# Dapple boers



## farmgirl631 (May 3, 2013)

I want to see some pics our everybody's dappled boers! W


----------



## DrakesFarm (Apr 1, 2013)

What is the definition for dappled, because my red and white paint buck has white spots on his red patches


----------



## Catahoula (Feb 12, 2013)

I have three wethers.


----------



## DrakesFarm (Apr 1, 2013)

Does JD count as a Dapple?


----------



## Crossroads Boers (Feb 19, 2011)

Here are ours!  The Black dapple is Dazzle, the brown/tan is Star, and red/white dapple id Diamonds. (Diamonds now lives with Jessica84.


----------



## Jessica84 (Oct 27, 2011)

I love her too  I'm on my phone and can't post a link for you but if you go to Facebook andersonboergoats on the main page I have a black Nubian Boer dapple and a Boer dapple doe and my dapple Buck.
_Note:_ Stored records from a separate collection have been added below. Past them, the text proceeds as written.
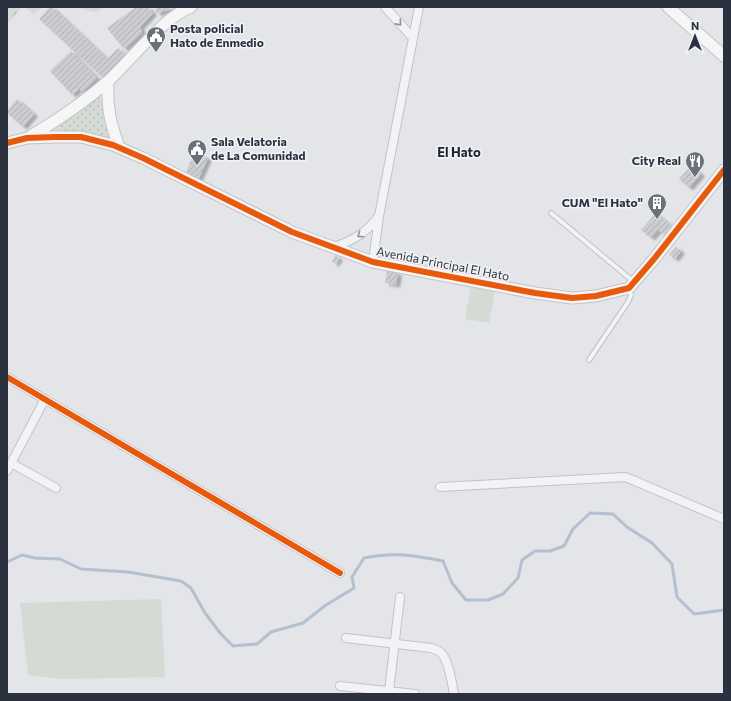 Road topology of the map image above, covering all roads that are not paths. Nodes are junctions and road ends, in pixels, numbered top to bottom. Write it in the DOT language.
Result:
graph roads {
  1 [pos="191,7"];
  2 [pos="385,7"];
  3 [pos="419,7"];
  4 [pos="668,7"];
  5 [pos="413,38"];
  6 [pos="724,56"];
  7 [pos="108,81"];
  8 [pos="27,138"];
  9 [pos="7,143"];
  10 [pos="119,147"];
  11 [pos="724,170"];
  12 [pos="551,213"];
  13 [pos="379,216"];
  14 [pos="334,247"];
  15 [pos="373,262"];
  16 [pos="631,285"];
  17 [pos="589,360"];
  18 [pos="7,377"];
  19 [pos="45,399"];
  20 [pos="11,463"];
  21 [pos="7,471"];
  22 [pos="440,487"];
  23 [pos="56,488"];
  24 [pos="724,519"];
  25 [pos="340,573"];
  26 [pos="400,597"];
  27 [pos="346,638"];
  28 [pos="394,644"];
  29 [pos="340,686"];
  30 [pos="389,691"];
  31 [pos="415,694"];
  32 [pos="454,694"];
  1 -- 7 [label="street"];
  2 -- 5 [label="street, one-way"];
  3 -- 5 [label="street"];
  4 -- 6 [label="street"];
  5 -- 13 [label="street"];
  7 -- 8 [label="street"];
  7 -- 10 [label="street"];
  8 -- 9 [label="street, Avenida Principal El Hato"];
  8 -- 10 [label="street, Avenida Principal El Hato"];
  10 -- 14 [label="street, Avenida Principal El Hato"];
  11 -- 16 [label="street"];
  12 -- 16 [label="lane"];
  13 -- 14 [label="street, one-way"];
  13 -- 15 [label="street"];
  14 -- 15 [label="street, Avenida Principal El Hato"];
  15 -- 16 [label="street, Avenida Principal El Hato"];
  16 -- 17 [label="lane"];
  18 -- 19 [label="street"];
  19 -- 20 [label="street"];
  19 -- 25 [label="street"];
  20 -- 21 [label="street"];
  20 -- 23 [label="street"];
  22 -- 24 [label="street"];
  26 -- 28 [label="street"];
  27 -- 28 [label="street"];
  28 -- 30 [label="street"];
  28 -- 32 [label="street"];
  29 -- 30 [label="street"];
  30 -- 31 [label="street"];
}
If you don't find it I'll get you links tomorrow


----------



## Jessica84 (Oct 27, 2011)

DrakesFarm said:


> Does JD count as a Dapple?


And he counts in my books  he's a dappled.paint......or that's what I call it


----------



## DrakesFarm (Apr 1, 2013)

Cool lol


----------



## DappledBoers (Feb 10, 2013)

This is my dappled doe. She's 50% boer 50% Nubian. She's not the best but she is beautiful!


----------



## DappledBoers (Feb 10, 2013)

And this is my doe with a dappled cape. Her dam has a dappled cape and her site is full dappled


----------



## mmiller (Apr 3, 2012)

This is Dottie she has a dappled cape. Shes a snot but cant help but like her.


----------